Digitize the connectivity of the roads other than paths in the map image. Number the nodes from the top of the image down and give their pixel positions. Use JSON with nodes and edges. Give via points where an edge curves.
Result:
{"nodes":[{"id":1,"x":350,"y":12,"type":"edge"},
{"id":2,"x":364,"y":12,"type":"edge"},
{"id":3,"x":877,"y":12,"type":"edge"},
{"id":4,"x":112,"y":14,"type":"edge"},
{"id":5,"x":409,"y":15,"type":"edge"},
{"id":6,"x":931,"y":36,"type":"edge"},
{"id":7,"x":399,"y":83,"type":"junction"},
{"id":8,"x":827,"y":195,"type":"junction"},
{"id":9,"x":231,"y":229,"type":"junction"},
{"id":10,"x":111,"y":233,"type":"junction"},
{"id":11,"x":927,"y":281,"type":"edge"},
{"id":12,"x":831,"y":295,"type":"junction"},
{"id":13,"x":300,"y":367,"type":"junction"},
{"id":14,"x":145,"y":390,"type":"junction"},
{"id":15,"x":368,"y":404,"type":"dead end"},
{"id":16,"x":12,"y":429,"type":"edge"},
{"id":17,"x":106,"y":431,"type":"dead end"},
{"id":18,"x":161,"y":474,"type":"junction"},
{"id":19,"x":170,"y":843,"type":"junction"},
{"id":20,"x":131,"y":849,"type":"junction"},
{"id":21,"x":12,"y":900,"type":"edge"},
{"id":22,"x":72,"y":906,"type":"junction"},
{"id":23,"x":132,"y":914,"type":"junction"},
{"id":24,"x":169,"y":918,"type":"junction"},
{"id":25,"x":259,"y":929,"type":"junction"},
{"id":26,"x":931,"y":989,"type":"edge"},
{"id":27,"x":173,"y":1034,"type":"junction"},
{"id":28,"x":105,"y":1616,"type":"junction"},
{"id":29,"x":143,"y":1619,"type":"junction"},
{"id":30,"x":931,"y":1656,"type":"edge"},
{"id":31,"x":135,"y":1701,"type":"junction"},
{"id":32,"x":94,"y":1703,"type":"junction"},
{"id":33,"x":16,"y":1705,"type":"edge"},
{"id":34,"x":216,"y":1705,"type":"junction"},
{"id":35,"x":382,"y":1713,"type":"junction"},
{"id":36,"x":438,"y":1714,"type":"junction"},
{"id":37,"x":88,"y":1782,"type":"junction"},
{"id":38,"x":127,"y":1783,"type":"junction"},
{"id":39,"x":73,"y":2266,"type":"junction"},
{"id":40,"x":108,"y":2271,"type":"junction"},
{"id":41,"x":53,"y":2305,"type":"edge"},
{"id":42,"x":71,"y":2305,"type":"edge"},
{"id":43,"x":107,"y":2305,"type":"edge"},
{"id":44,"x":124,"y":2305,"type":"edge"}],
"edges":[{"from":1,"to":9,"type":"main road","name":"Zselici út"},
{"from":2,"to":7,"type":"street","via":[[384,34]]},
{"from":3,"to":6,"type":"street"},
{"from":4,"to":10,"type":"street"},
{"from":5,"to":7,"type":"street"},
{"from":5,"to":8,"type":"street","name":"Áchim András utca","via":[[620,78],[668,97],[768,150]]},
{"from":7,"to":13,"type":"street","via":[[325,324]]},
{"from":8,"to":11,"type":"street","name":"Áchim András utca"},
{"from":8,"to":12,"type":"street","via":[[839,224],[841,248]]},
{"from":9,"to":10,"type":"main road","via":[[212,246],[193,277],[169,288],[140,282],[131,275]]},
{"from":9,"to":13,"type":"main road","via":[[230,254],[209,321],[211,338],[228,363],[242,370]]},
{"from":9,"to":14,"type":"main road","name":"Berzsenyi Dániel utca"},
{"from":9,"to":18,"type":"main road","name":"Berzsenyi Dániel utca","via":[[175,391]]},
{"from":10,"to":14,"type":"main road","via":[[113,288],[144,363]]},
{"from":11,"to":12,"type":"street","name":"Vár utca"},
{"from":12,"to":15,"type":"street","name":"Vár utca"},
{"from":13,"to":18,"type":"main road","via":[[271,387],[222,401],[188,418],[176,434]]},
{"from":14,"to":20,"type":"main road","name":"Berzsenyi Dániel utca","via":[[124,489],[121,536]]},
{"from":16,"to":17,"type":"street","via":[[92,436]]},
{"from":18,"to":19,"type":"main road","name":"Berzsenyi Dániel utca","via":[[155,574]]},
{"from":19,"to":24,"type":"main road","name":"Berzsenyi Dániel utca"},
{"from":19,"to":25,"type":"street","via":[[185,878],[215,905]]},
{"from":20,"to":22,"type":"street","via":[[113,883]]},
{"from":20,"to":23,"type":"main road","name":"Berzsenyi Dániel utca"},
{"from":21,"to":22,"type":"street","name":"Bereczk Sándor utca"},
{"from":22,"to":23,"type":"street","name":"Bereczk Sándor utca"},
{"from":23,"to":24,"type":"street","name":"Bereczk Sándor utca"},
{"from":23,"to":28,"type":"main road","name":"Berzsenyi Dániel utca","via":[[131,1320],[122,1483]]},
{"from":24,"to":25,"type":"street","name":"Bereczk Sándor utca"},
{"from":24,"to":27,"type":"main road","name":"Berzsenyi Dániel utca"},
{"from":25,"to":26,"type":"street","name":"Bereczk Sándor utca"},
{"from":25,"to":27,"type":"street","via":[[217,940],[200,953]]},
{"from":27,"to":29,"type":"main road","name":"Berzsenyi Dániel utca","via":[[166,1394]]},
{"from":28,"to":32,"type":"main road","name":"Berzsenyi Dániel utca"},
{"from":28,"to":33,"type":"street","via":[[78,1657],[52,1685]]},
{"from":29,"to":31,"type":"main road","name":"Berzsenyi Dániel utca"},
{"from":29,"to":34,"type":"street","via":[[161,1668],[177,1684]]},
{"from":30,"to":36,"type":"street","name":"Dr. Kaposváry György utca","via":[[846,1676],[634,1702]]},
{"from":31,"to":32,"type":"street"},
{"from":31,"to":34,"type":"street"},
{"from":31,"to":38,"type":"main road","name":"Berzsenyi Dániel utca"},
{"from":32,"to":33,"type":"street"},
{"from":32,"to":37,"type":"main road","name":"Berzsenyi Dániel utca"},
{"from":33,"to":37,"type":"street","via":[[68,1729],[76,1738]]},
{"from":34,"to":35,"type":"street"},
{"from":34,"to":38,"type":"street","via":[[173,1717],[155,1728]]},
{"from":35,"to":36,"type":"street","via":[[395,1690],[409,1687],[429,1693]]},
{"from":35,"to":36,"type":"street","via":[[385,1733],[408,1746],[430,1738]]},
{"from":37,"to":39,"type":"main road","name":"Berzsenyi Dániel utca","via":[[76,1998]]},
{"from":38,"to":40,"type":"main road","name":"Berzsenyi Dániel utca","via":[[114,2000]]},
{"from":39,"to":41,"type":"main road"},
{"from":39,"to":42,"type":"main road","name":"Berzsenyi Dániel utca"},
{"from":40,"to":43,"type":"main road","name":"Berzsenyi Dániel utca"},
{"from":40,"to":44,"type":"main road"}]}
——————————
Where the word "dead" shows up in a line of the listing, return that line.

{"id":15,"x":368,"y":404,"type":"dead end"},
{"id":17,"x":106,"y":431,"type":"dead end"},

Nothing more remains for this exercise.